> _Directions_: Would you return every line of the listing below that has "Woodberry" in it?

> _Input data_:

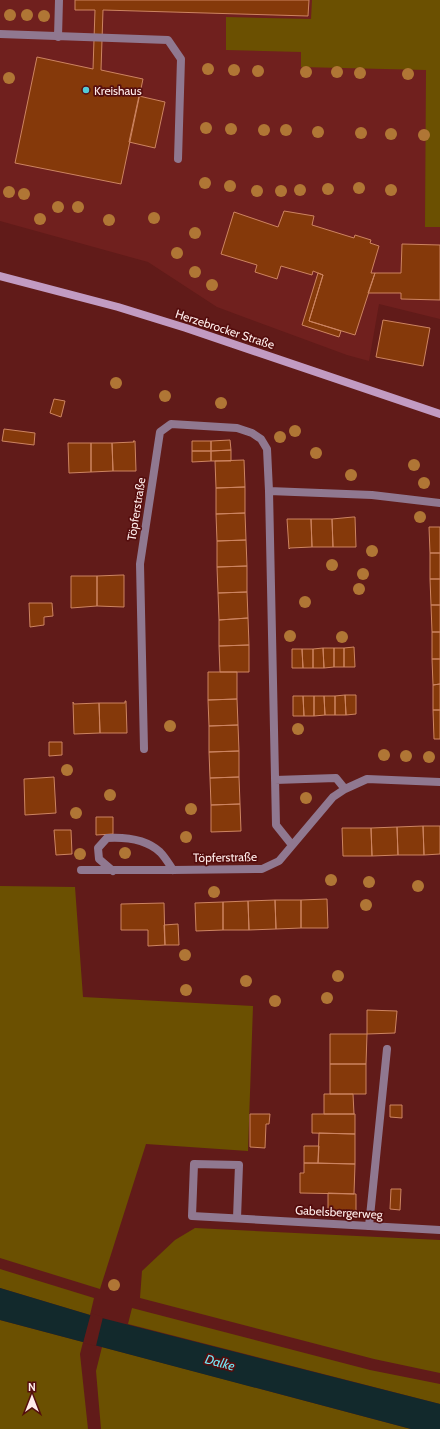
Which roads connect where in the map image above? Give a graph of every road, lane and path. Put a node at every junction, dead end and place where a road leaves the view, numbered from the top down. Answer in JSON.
{"nodes":[{"id":1,"x":59,"y":0,"type":"edge"},
{"id":2,"x":0,"y":34,"type":"edge"},
{"id":3,"x":58,"y":37,"type":"junction"},
{"id":4,"x":178,"y":159,"type":"dead end"},
{"id":5,"x":0,"y":276,"type":"edge"},
{"id":6,"x":440,"y":414,"type":"edge"},
{"id":7,"x":270,"y":491,"type":"junction"},
{"id":8,"x":440,"y":503,"type":"edge"},
{"id":9,"x":144,"y":749,"type":"dead end"},
{"id":10,"x":275,"y":780,"type":"junction"},
{"id":11,"x":440,"y":782,"type":"edge"},
{"id":12,"x":345,"y":789,"type":"junction"},
{"id":13,"x":292,"y":845,"type":"junction"},
{"id":14,"x":81,"y":870,"type":"dead end"},
{"id":15,"x":173,"y":870,"type":"junction"},
{"id":16,"x":113,"y":871,"type":"junction"},
{"id":17,"x":387,"y":1049,"type":"dead end"},
{"id":18,"x":237,"y":1218,"type":"junction"},
{"id":19,"x":369,"y":1226,"type":"junction"},
{"id":20,"x":440,"y":1230,"type":"edge"}],
"edges":[{"from":1,"to":3,"type":"street"},
{"from":2,"to":3,"type":"street"},
{"from":3,"to":4,"type":"street"},
{"from":5,"to":6,"type":"main road","name":"Herzebrocker Straße"},
{"from":7,"to":8,"type":"street"},
{"from":7,"to":9,"type":"street","name":"Töpferstraße"},
{"from":7,"to":10,"type":"street","name":"Töpferstraße"},
{"from":10,"to":12,"type":"street"},
{"from":10,"to":13,"type":"street","name":"Töpferstraße"},
{"from":11,"to":12,"type":"street","name":"Töpferstraße"},
{"from":12,"to":13,"type":"street","name":"Töpferstraße"},
{"from":13,"to":15,"type":"street","name":"Töpferstraße"},
{"from":14,"to":16,"type":"street","name":"Töpferstraße"},
{"from":15,"to":16,"type":"street","name":"Töpferstraße"},
{"from":15,"to":16,"type":"street"},
{"from":17,"to":19,"type":"street"},
{"from":18,"to":18,"type":"street","name":"Gabelsbergerweg"},
{"from":18,"to":19,"type":"street","name":"Gabelsbergerweg"},
{"from":19,"to":20,"type":"street","name":"Gabelsbergerweg"}]}
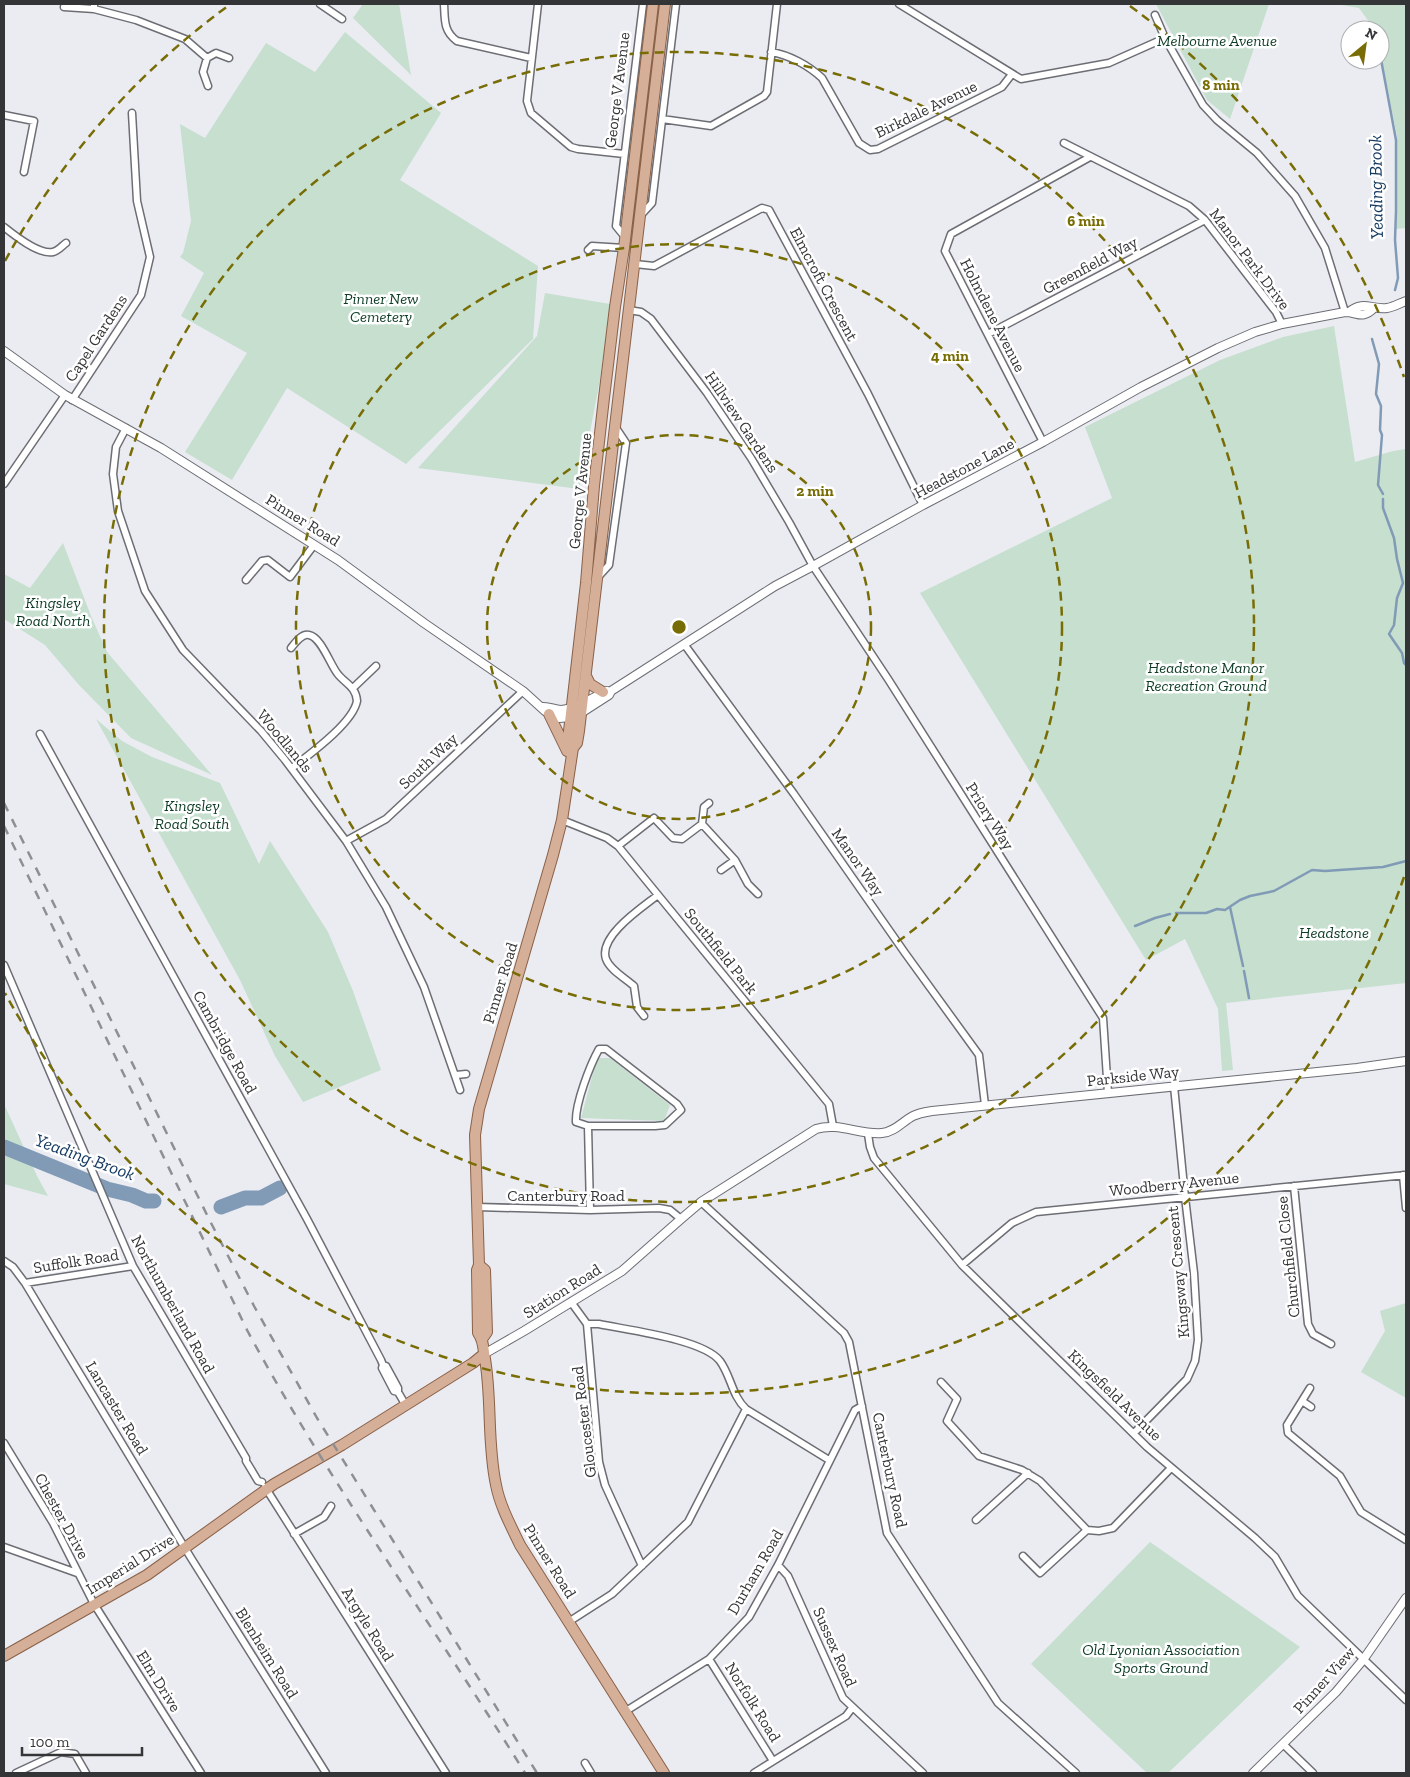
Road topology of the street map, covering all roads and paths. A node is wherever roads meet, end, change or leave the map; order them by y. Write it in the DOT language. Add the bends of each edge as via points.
graph roads {
  1 [pos="320,4"];
  2 [pos="444,4"];
  3 [pos="538,4"];
  4 [pos="642,4"];
  5 [pos="652,4"];
  6 [pos="665,4"];
  7 [pos="676,4"];
  8 [pos="777,4"];
  9 [pos="899,4"];
  10 [pos="94,6"];
  11 [pos="64,7"];
  12 [pos="1155,15"];
  13 [pos="342,19"];
  14 [pos="1165,38"];
  15 [pos="771,52"];
  16 [pos="664,56"];
  17 [pos="207,58"];
  18 [pos="229,58"];
  19 [pos="531,58"];
  20 [pos="1012,74"];
  21 [pos="639,82"];
  22 [pos="208,86"];
  23 [pos="132,113"];
  24 [pos="4,114"];
  25 [pos="662,120"];
  26 [pos="1064,143"];
  27 [pos="624,154"];
  28 [pos="1090,157"];
  29 [pos="24,172"];
  30 [pos="640,216"];
  31 [pos="1205,220"];
  32 [pos="4,227"];
  33 [pos="625,237"];
  34 [pos="66,243"];
  35 [pos="624,248"];
  36 [pos="588,250"];
  37 [pos="634,264"];
  38 [pos="1406,301"];
  39 [pos="629,310"];
  40 [pos="1347,312"];
  41 [pos="1282,324"];
  42 [pos="988,334"];
  43 [pos="4,350"];
  44 [pos="69,398"];
  45 [pos="126,428"];
  46 [pos="616,428"];
  47 [pos="1043,442"];
  48 [pos="609,481"];
  49 [pos="4,484"];
  50 [pos="594,486"];
  51 [pos="923,505"];
  52 [pos="314,545"];
  53 [pos="813,566"];
  54 [pos="597,579"];
  55 [pos="246,580"];
  56 [pos="684,644"];
  57 [pos="291,648"];
  58 [pos="376,666"];
  59 [pos="586,676"];
  60 [pos="353,688"];
  61 [pos="523,691"];
  62 [pos="607,692"];
  63 [pos="582,708"];
  64 [pos="545,710"];
  65 [pos="571,712"];
  66 [pos="40,734"];
  67 [pos="572,753"];
  68 [pos="292,768"];
  69 [pos="709,803"];
  70 [pos="562,820"];
  71 [pos="702,824"];
  72 [pos="346,841"];
  73 [pos="618,846"];
  74 [pos="735,860"];
  75 [pos="721,870"];
  76 [pos="758,894"];
  77 [pos="658,895"];
  78 [pos="4,965"];
  79 [pos="644,1016"];
  80 [pos="1406,1061"];
  81 [pos="466,1074"];
  82 [pos="456,1075"];
  83 [pos="1174,1086"];
  84 [pos="460,1090"];
  85 [pos="1108,1093"];
  86 [pos="985,1105"];
  87 [pos="588,1126"];
  88 [pos="833,1126"];
  89 [pos="868,1134"];
  90 [pos="1405,1175"];
  91 [pos="1294,1186"];
  92 [pos="1185,1197"];
  93 [pos="702,1202"];
  94 [pos="477,1207"];
  95 [pos="1406,1208"];
  96 [pos="590,1210"];
  97 [pos="681,1218"];
  98 [pos="4,1261"];
  99 [pos="962,1264"];
  100 [pos="133,1266"];
  101 [pos="25,1283"];
  102 [pos="572,1302"];
  103 [pos="587,1324"];
  104 [pos="1331,1344"];
  105 [pos="484,1354"];
  106 [pos="941,1382"];
  107 [pos="1310,1388"];
  108 [pos="1302,1401"];
  109 [pos="406,1404"];
  110 [pos="862,1406"];
  111 [pos="1311,1407"];
  112 [pos="746,1409"];
  113 [pos="1134,1433"];
  114 [pos="4,1443"];
  115 [pos="829,1460"];
  116 [pos="1171,1468"];
  117 [pos="1028,1473"];
  118 [pos="264,1486"];
  119 [pos="331,1506"];
  120 [pos="976,1520"];
  121 [pos="1088,1530"];
  122 [pos="294,1534"];
  123 [pos="1406,1540"];
  124 [pos="4,1547"];
  125 [pos="185,1547"];
  126 [pos="1023,1556"];
  127 [pos="778,1565"];
  128 [pos="642,1566"];
  129 [pos="77,1573"];
  130 [pos="1406,1598"];
  131 [pos="94,1604"];
  132 [pos="570,1621"];
  133 [pos="4,1656"];
  134 [pos="709,1658"];
  135 [pos="1363,1660"];
  136 [pos="1406,1700"];
  137 [pos="852,1708"];
  138 [pos="626,1711"];
  139 [pos="1283,1744"];
  140 [pos="773,1761"];
  141 [pos="585,1763"];
  142 [pos="16,1773"];
  143 [pos="86,1773"];
  144 [pos="201,1773"];
  145 [pos="326,1773"];
  146 [pos="446,1773"];
  147 [pos="591,1773"];
  148 [pos="664,1773"];
  149 [pos="754,1773"];
  150 [pos="923,1773"];
  151 [pos="1076,1773"];
  152 [pos="1253,1773"];
  153 [pos="1313,1773"];
  1 -- 13 [label="street"];
  2 -- 19 [label="street" via="446,27 457,41"];
  3 -- 19 [label="street"];
  4 -- 21 [label="street, George V Avenue"];
  5 -- 21 [label="main road, George V Avenue"];
  6 -- 16 [label="main road, George V Avenue"];
  7 -- 16 [label="street, George V Avenue"];
  8 -- 15 [label="street"];
  9 -- 20 [label="street"];
  10 -- 11 [label="street"];
  10 -- 17 [label="street" via="185,39"];
  12 -- 14 [label="street"];
  14 -- 20 [label="street" via="1109,63 1021,79"];
  14 -- 40 [label="street" via="1203,105 1257,152 1295,196 1326,248"];
  15 -- 20 [label="street, Birkdale Avenue" via="784,54 822,78 859,143 870,150 878,149 1002,87"];
  15 -- 25 [label="street" via="764,96 711,126"];
  16 -- 25 [label="street, George V Avenue"];
  16 -- 30 [label="main road, George V Avenue"];
  17 -- 18 [label="street" via="216,53"];
  17 -- 22 [label="street" via="203,72"];
  19 -- 27 [label="street" via="527,101 531,112 571,147"];
  21 -- 27 [label="street, George V Avenue"];
  21 -- 33 [label="main road, George V Avenue"];
  23 -- 44 [label="street, Capel Gardens" via="136,201 150,257 141,294"];
  24 -- 29 [label="street" via="34,122"];
  25 -- 30 [label="street, George V Avenue" via="652,203"];
  26 -- 28 [label="street, Manor Park Drive"];
  27 -- 33 [label="street, George V Avenue" via="616,226"];
  28 -- 31 [label="street, Manor Park Drive" via="1189,206"];
  28 -- 42 [label="street, Holmdene Avenue" via="951,234 945,251"];
  30 -- 37 [label="main road, George V Avenue"];
  31 -- 41 [label="street, Manor Park Drive"];
  31 -- 42 [label="street, Greenfield Way"];
  32 -- 34 [label="street" via="46,252 55,252"];
  33 -- 35 [label="main road, George V Avenue"];
  35 -- 36 [label="street" via="592,246"];
  35 -- 50 [label="main road, George V Avenue"];
  37 -- 39 [label="main road, George V Avenue"];
  37 -- 51 [label="street, Elmcroft Crescent" via="654,266 762,208 769,210 868,394"];
  38 -- 40 [label="street, Headstone Lane" via="1388,308 1374,308 1357,316"];
  39 -- 46 [label="main road, George V Avenue"];
  39 -- 53 [label="street, Hillview Gardens" via="651,319 707,392 751,458"];
  40 -- 41 [label="street, Headstone Lane"];
  41 -- 47 [label="street, Headstone Lane" via="1218,348 1140,387"];
  42 -- 47 [label="street, Holmdene Avenue"];
  43 -- 44 [label="street, Pinner Road"];
  44 -- 45 [label="street, Pinner Road"];
  44 -- 49 [label="street, Capel Gardens"];
  45 -- 52 [label="street, Pinner Road"];
  45 -- 68 [label="street, Woodlands" via="116,447 113,474 118,512 144,590 183,650"];
  46 -- 48 [label="main road, George V Avenue"];
  46 -- 54 [label="street, George V Avenue" via="626,443 609,566"];
  47 -- 51 [label="street, Headstone Lane"];
  48 -- 50 [label="main road"];
  48 -- 54 [label="main road, George V Avenue"];
  50 -- 65 [label="main road, George V Avenue"];
  51 -- 53 [label="street, Headstone Lane"];
  52 -- 55 [label="street" via="290,577 268,560 262,562"];
  52 -- 61 [label="street, Pinner Road"];
  53 -- 56 [label="street, Headstone Lane"];
  53 -- 85 [label="street, Priory Way" via="1103,1018"];
  54 -- 59 [label="main road, George V Avenue"];
  56 -- 62 [label="street, Headstone Lane"];
  56 -- 86 [label="street, Manor Way" via="979,1055"];
  57 -- 60 [label="street" via="302,636 312,636 337,673"];
  58 -- 60 [label="street"];
  59 -- 62 [label="main road" via="590,684"];
  59 -- 63 [label="main road, George V Avenue"];
  60 -- 68 [label="street" via="357,696 356,706 345,721"];
  61 -- 64 [label="street, Pinner Road"];
  61 -- 72 [label="street, South Way" via="386,818"];
  62 -- 63 [label="street, Headstone Lane"];
  63 -- 65 [label="street"];
  63 -- 67 [label="main road, Pinner Road" via="577,743"];
  64 -- 65 [label="street" via="547,706"];
  64 -- 67 [label="main road"];
  65 -- 67 [label="main road, George V Avenue" via="568,742"];
  66 -- 109 [label="street, Cambridge Road" via="301,1209 394,1391"];
  67 -- 70 [label="main road, Pinner Road"];
  68 -- 72 [label="street, Woodlands"];
  69 -- 71 [label="street" via="704,807"];
  70 -- 73 [label="street, Southfield Park" via="607,838"];
  70 -- 94 [label="main road, Pinner Road" via="480,1109 475,1135"];
  71 -- 73 [label="street" via="682,839 673,838 654,818"];
  71 -- 74 [label="street"];
  72 -- 82 [label="street, Woodlands" via="390,916 424,987"];
  73 -- 77 [label="street, Southfield Park"];
  74 -- 75 [label="street"];
  74 -- 76 [label="street" via="748,884"];
  77 -- 79 [label="street" via="613,932 606,947 605,958 634,986 637,1007"];
  77 -- 88 [label="street, Southfield Park" via="829,1104"];
  78 -- 100 [label="street, Northumberland Road"];
  80 -- 83 [label="street, Parkside Way"];
  81 -- 82 [label="street"];
  82 -- 84 [label="street, Woodlands"];
  83 -- 85 [label="street, Parkside Way"];
  83 -- 92 [label="street, Kingsway Crescent"];
  85 -- 86 [label="street, Parkside Way"];
  86 -- 89 [label="street, Parkside Way" via="923,1112 885,1133"];
  87 -- 87 [label="street" via="576,1122 575,1112 599,1049 606,1048 681,1110 665,1125"];
  87 -- 96 [label="street"];
  88 -- 89 [label="street, Station Road"];
  88 -- 93 [label="street, Station Road" via="816,1129"];
  89 -- 99 [label="street, Kingsfield Avenue" via="874,1158"];
  90 -- 91 [label="street, Woodberry Avenue"];
  90 -- 95 [label="street"];
  91 -- 92 [label="street, Woodberry Avenue"];
  91 -- 104 [label="street, Churchfield Close" via="1308,1324 1313,1334"];
  92 -- 99 [label="street, Woodberry Avenue" via="1036,1212 1012,1222"];
  92 -- 113 [label="street, Kingsway Crescent" via="1198,1340 1195,1360 1186,1379"];
  93 -- 97 [label="street, Station Road"];
  93 -- 110 [label="street, Canterbury Road" via="844,1333 849,1342"];
  94 -- 96 [label="street, Canterbury Road"];
  94 -- 105 [label="main road, Pinner Road" via="480,1265 477,1270 478,1333"];
  96 -- 97 [label="street, Canterbury Road" via="659,1208 670,1210"];
  97 -- 102 [label="street, Station Road" via="631,1265"];
  98 -- 101 [label="street, Suffolk Road"];
  99 -- 113 [label="street, Kingsfield Avenue"];
  100 -- 101 [label="street, Suffolk Road"];
  100 -- 118 [label="street, Northumberland Road"];
  101 -- 125 [label="street, Lancaster Road"];
  102 -- 103 [label="street, Gloucester Road"];
  102 -- 105 [label="street, Station Road"];
  103 -- 112 [label="street" via="678,1340 711,1352 720,1361"];
  103 -- 128 [label="street, Gloucester Road" via="599,1462 605,1485"];
  105 -- 109 [label="main road, Station Road"];
  105 -- 132 [label="main road, Pinner Road" via="496,1486 520,1545"];
  106 -- 117 [label="street" via="957,1399 947,1421 979,1456"];
  107 -- 108 [label="street"];
  108 -- 111 [label="street"];
  108 -- 123 [label="street" via="1287,1425 1288,1433 1340,1476 1362,1512"];
  109 -- 118 [label="main road, Station Road" via="342,1444"];
  110 -- 115 [label="street, Durham Road" via="855,1410"];
  110 -- 151 [label="street, Canterbury Road" via="887,1534 998,1703"];
  112 -- 115 [label="street"];
  112 -- 128 [label="street" via="688,1522"];
  113 -- 116 [label="street, Kingsfield Avenue"];
  114 -- 129 [label="street, Chester Drive" via="53,1523"];
  115 -- 127 [label="street, Durham Road"];
  116 -- 121 [label="street" via="1113,1528"];
  116 -- 135 [label="street, Kingsfield Avenue" via="1275,1557 1298,1596"];
  117 -- 120 [label="street"];
  117 -- 121 [label="street"];
  118 -- 122 [label="street, Argyle Road"];
  118 -- 125 [label="main road, Imperial Drive"];
  119 -- 122 [label="street" via="324,1517"];
  121 -- 126 [label="street" via="1040,1573"];
  122 -- 146 [label="street, Argyle Road"];
  124 -- 129 [label="street"];
  125 -- 131 [label="main road, Imperial Drive" via="147,1575"];
  125 -- 145 [label="street, Blenheim Road"];
  127 -- 134 [label="street, Durham Road" via="749,1617"];
  127 -- 137 [label="street, Sussex Road" via="788,1576 843,1698"];
  128 -- 132 [label="street" via="612,1594"];
  129 -- 131 [label="street, Chester Drive"];
  130 -- 135 [label="street, Pinner View"];
  131 -- 133 [label="main road, Imperial Drive"];
  131 -- 144 [label="street, Elm Drive"];
  132 -- 138 [label="main road, Pinner Road"];
  134 -- 138 [label="street, Durham Road"];
  134 -- 140 [label="street, Norfolk Road"];
  135 -- 136 [label="street, Kingsfield Avenue"];
  135 -- 139 [label="street, Pinner View" via="1336,1692"];
  137 -- 140 [label="street" via="846,1716"];
  137 -- 150 [label="street, Sussex Road"];
  138 -- 148 [label="main road, Pinner Road"];
  139 -- 152 [label="street, Pinner View"];
  139 -- 153 [label="street"];
  140 -- 149 [label="street"];
  141 -- 147 [label="street"];
  142 -- 143 [label="street" via="61,1752 74,1754"];
}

> _Written reply_:
  90 -- 91 [label="street, Woodberry Avenue"];
  91 -- 92 [label="street, Woodberry Avenue"];
  92 -- 99 [label="street, Woodberry Avenue" via="1036,1212 1012,1222"];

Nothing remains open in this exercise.